Your assignment ▸ Return the lines below that carry the word "this".

Study material ▸
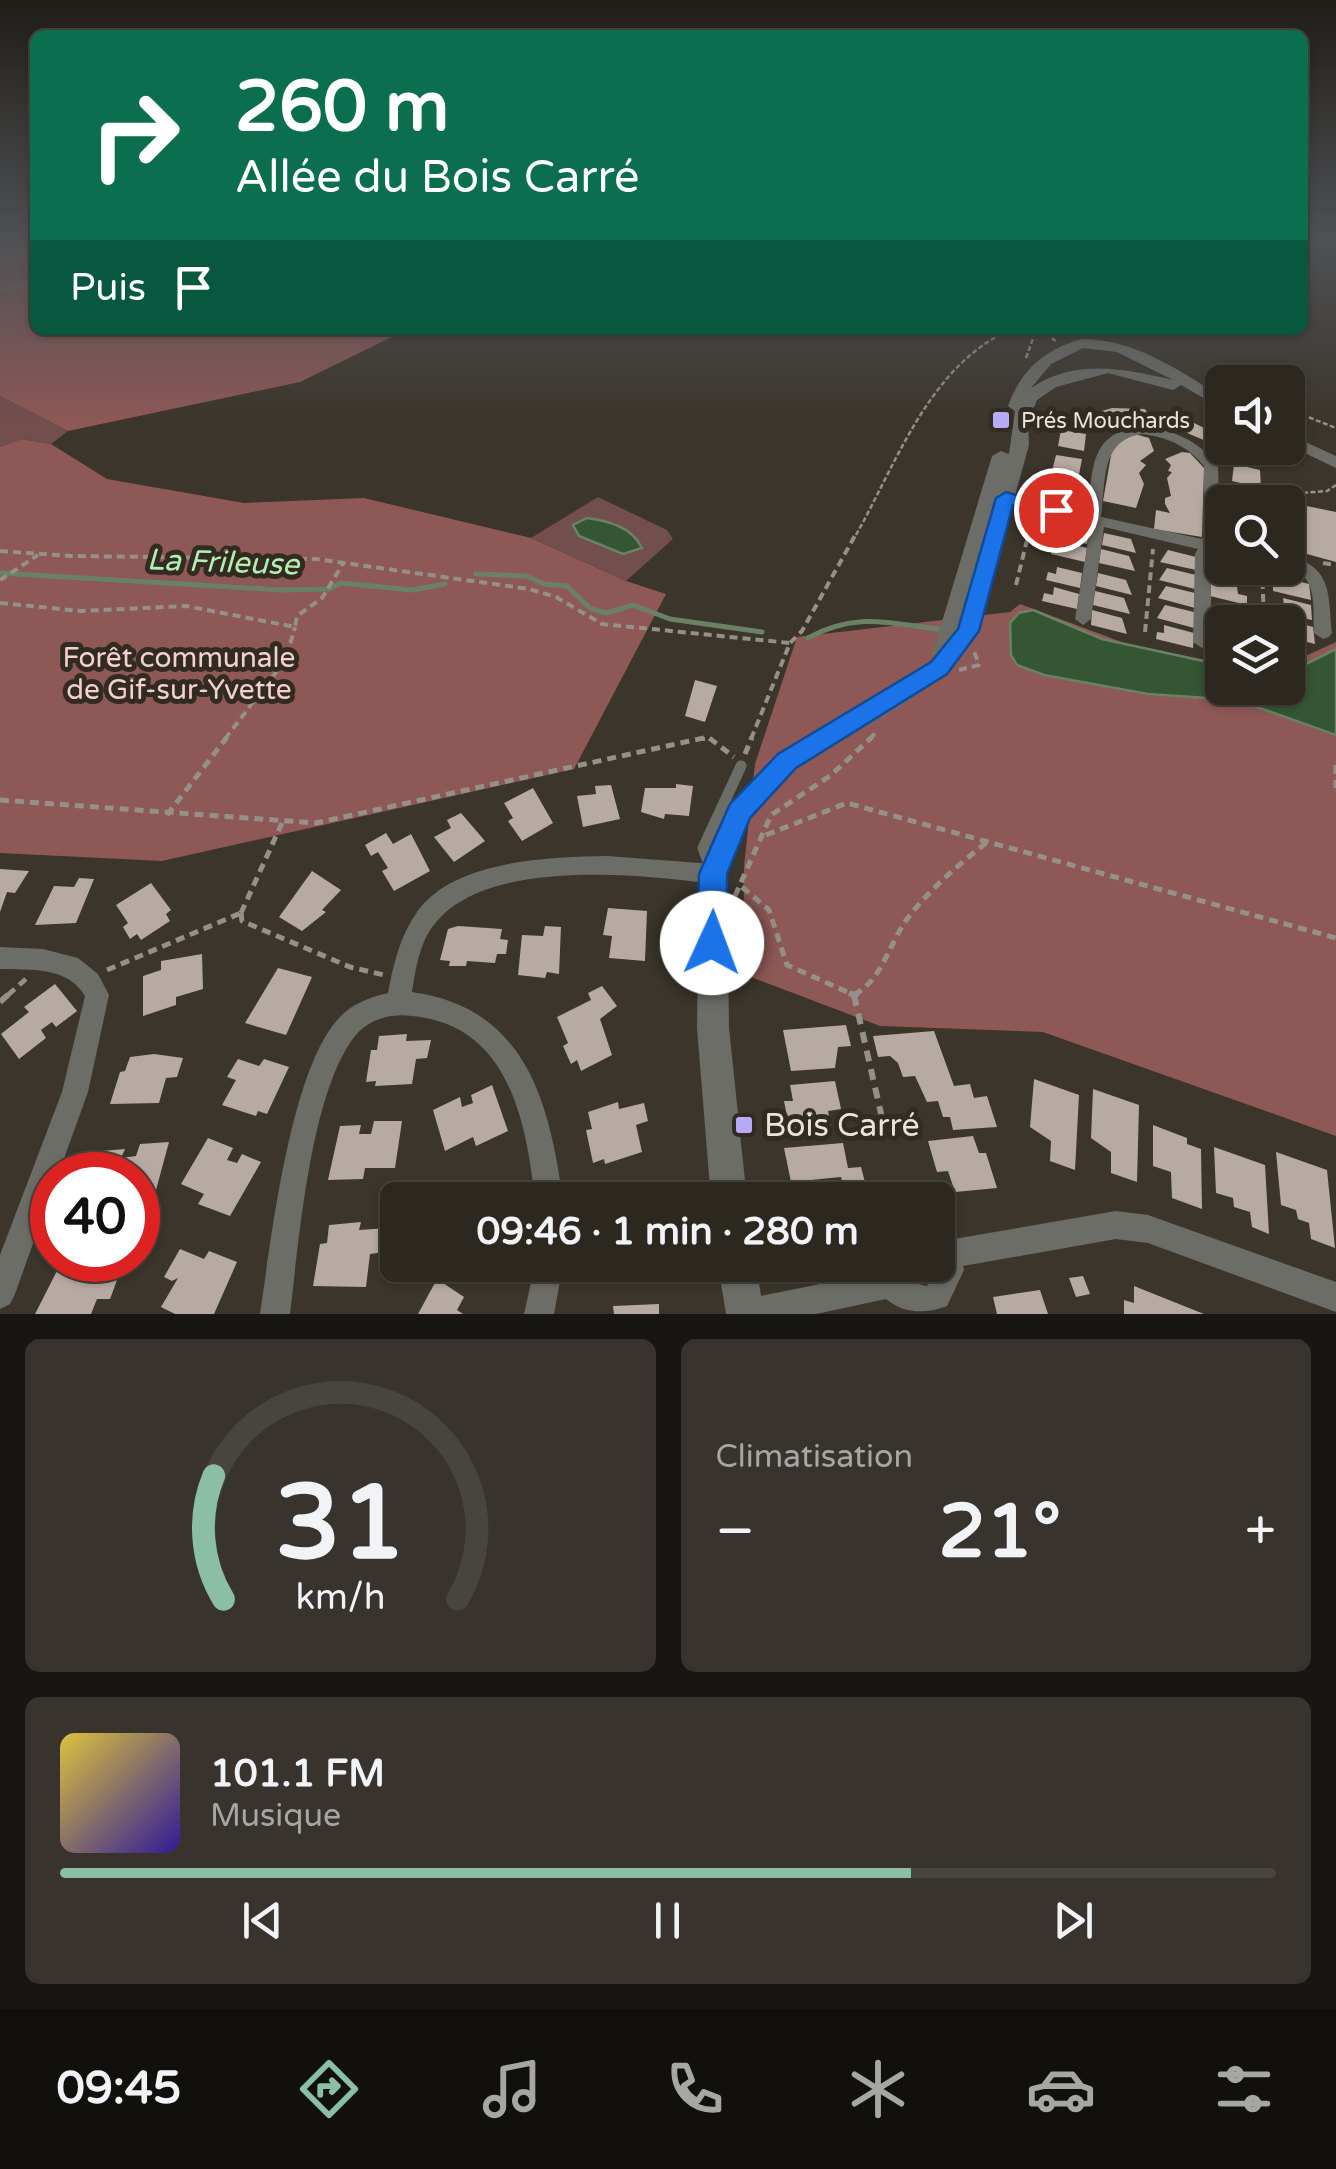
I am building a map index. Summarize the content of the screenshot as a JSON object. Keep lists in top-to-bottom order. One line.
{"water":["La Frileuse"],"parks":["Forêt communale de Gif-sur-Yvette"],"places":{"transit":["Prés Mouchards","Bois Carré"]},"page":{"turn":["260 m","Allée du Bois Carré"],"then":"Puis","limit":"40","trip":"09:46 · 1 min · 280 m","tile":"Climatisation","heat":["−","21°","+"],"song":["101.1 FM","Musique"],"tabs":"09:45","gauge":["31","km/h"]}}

---

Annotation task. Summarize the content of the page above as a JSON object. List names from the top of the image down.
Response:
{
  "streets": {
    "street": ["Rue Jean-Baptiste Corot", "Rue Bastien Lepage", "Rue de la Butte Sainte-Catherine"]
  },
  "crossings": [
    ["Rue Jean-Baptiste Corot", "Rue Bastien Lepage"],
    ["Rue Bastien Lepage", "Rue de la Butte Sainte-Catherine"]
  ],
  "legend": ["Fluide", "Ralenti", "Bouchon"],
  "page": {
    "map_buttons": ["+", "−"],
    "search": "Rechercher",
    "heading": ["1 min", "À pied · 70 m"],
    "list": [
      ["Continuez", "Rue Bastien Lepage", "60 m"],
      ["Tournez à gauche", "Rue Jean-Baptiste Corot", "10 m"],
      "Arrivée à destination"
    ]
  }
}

* * *

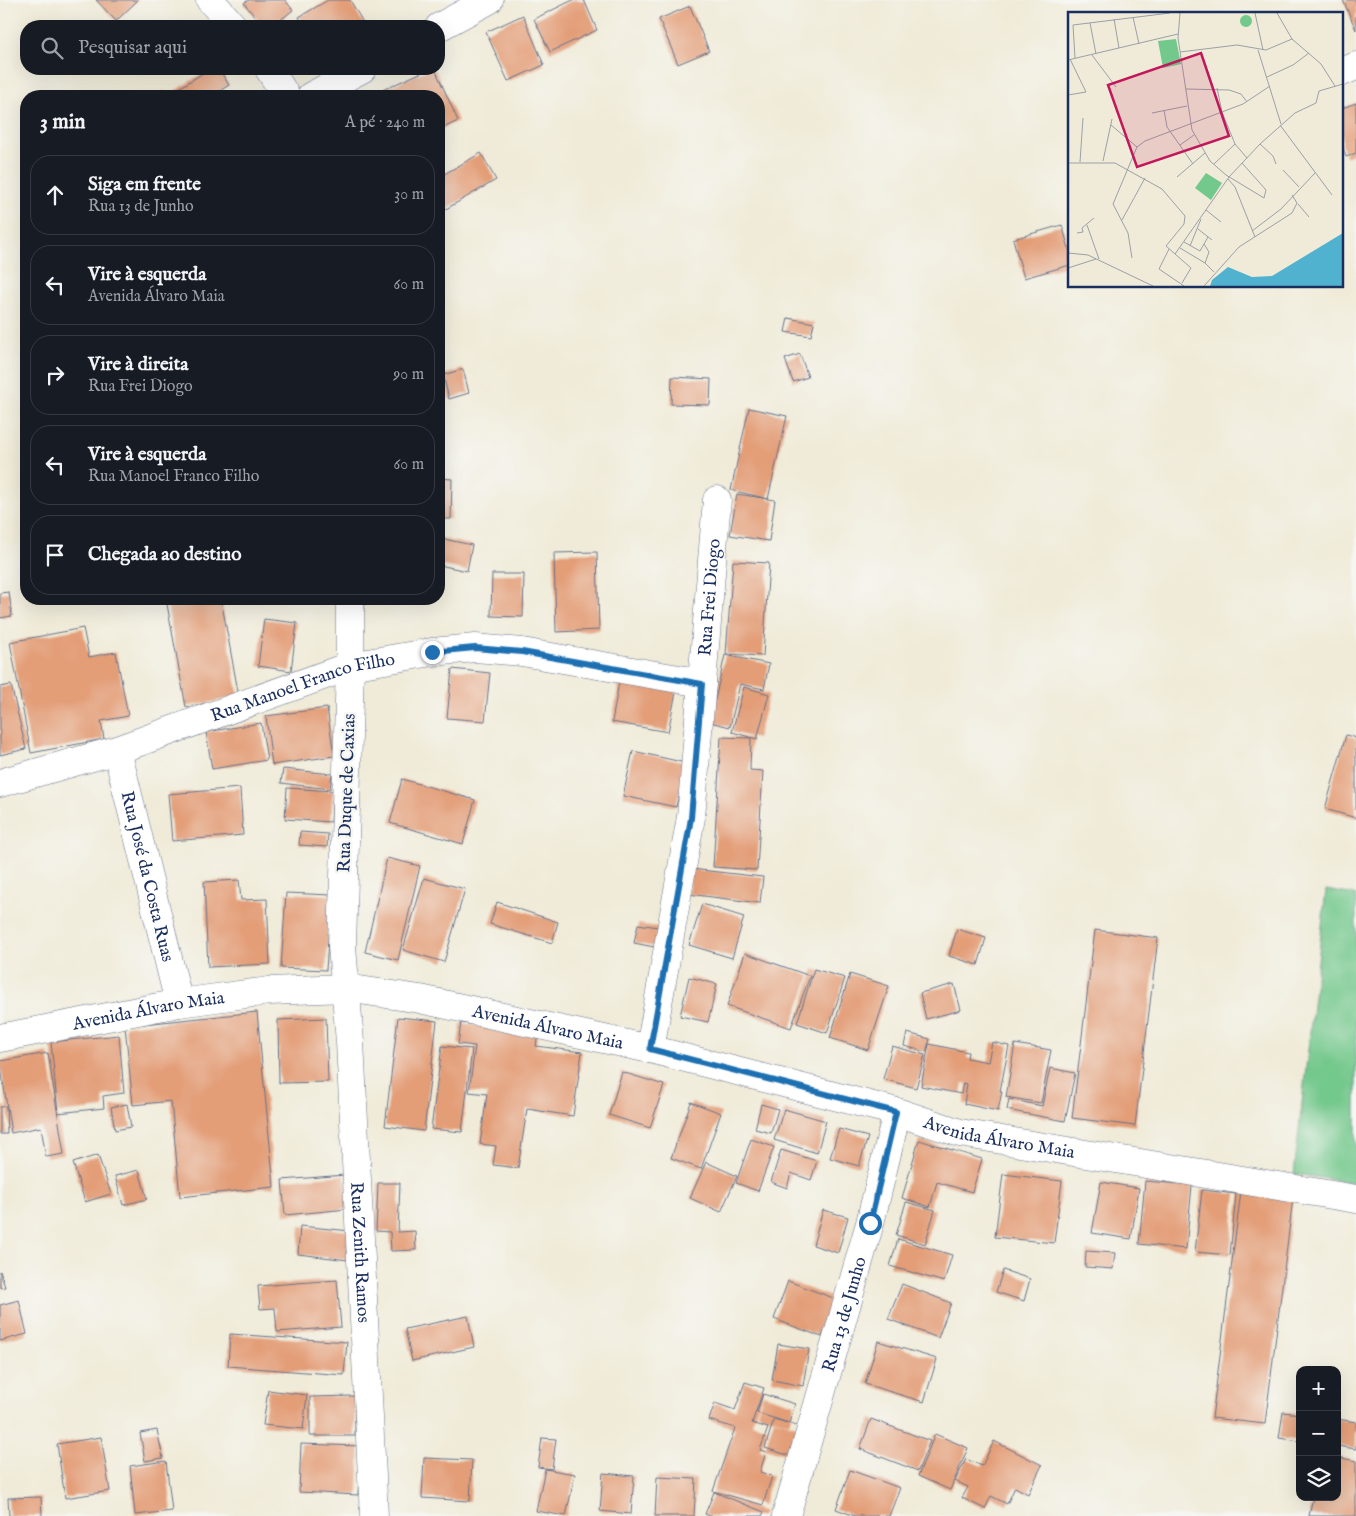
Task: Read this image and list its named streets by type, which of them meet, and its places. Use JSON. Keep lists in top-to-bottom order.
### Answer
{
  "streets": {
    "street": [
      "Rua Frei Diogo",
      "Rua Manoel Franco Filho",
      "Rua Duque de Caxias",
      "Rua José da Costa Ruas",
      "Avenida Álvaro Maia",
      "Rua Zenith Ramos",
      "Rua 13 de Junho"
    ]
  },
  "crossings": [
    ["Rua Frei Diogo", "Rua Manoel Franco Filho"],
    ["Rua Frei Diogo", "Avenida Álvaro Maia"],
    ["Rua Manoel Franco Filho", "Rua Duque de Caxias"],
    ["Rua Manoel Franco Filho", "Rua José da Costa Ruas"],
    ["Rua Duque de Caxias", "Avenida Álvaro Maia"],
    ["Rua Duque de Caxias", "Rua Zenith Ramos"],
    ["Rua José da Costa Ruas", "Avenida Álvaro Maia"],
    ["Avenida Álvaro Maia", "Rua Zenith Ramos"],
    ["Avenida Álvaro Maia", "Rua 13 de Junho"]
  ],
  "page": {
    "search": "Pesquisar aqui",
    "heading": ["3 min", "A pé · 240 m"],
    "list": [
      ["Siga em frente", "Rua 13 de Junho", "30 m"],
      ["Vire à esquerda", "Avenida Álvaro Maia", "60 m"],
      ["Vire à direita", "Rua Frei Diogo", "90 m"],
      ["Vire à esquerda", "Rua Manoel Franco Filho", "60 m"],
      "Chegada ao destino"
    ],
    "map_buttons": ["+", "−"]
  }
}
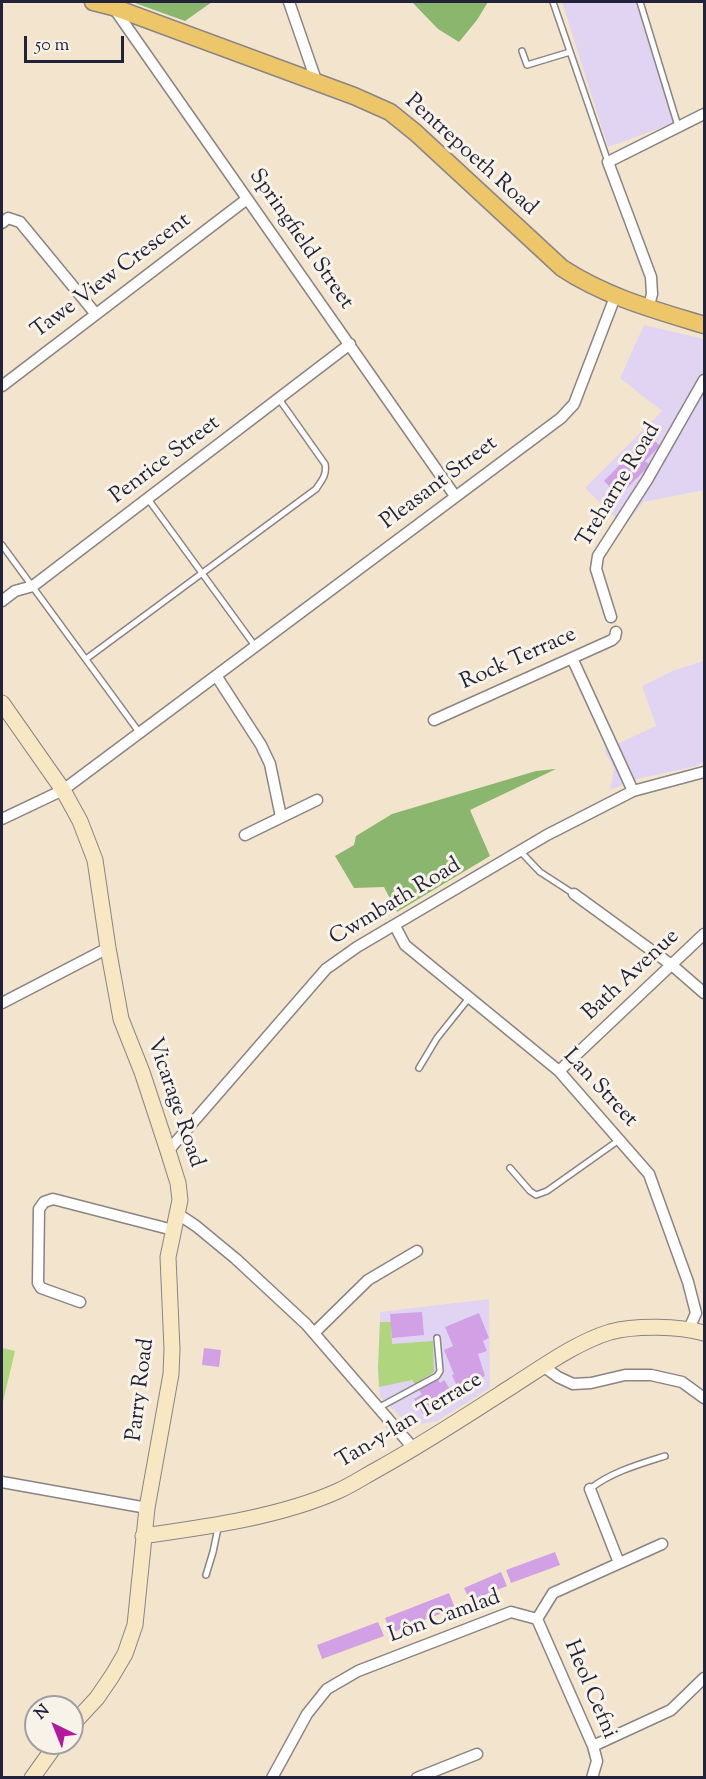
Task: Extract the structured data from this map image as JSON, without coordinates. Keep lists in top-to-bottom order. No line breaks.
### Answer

Result of the task ▸
Task: Read this image and list its named streets by type, which of them meet, and its places. Use JSON. Keep lists in top-to-bottom order.
Task: Extract the structured data from this map image as JSON, without coordinates. Keep lists in top-to-bottom order. No line breaks.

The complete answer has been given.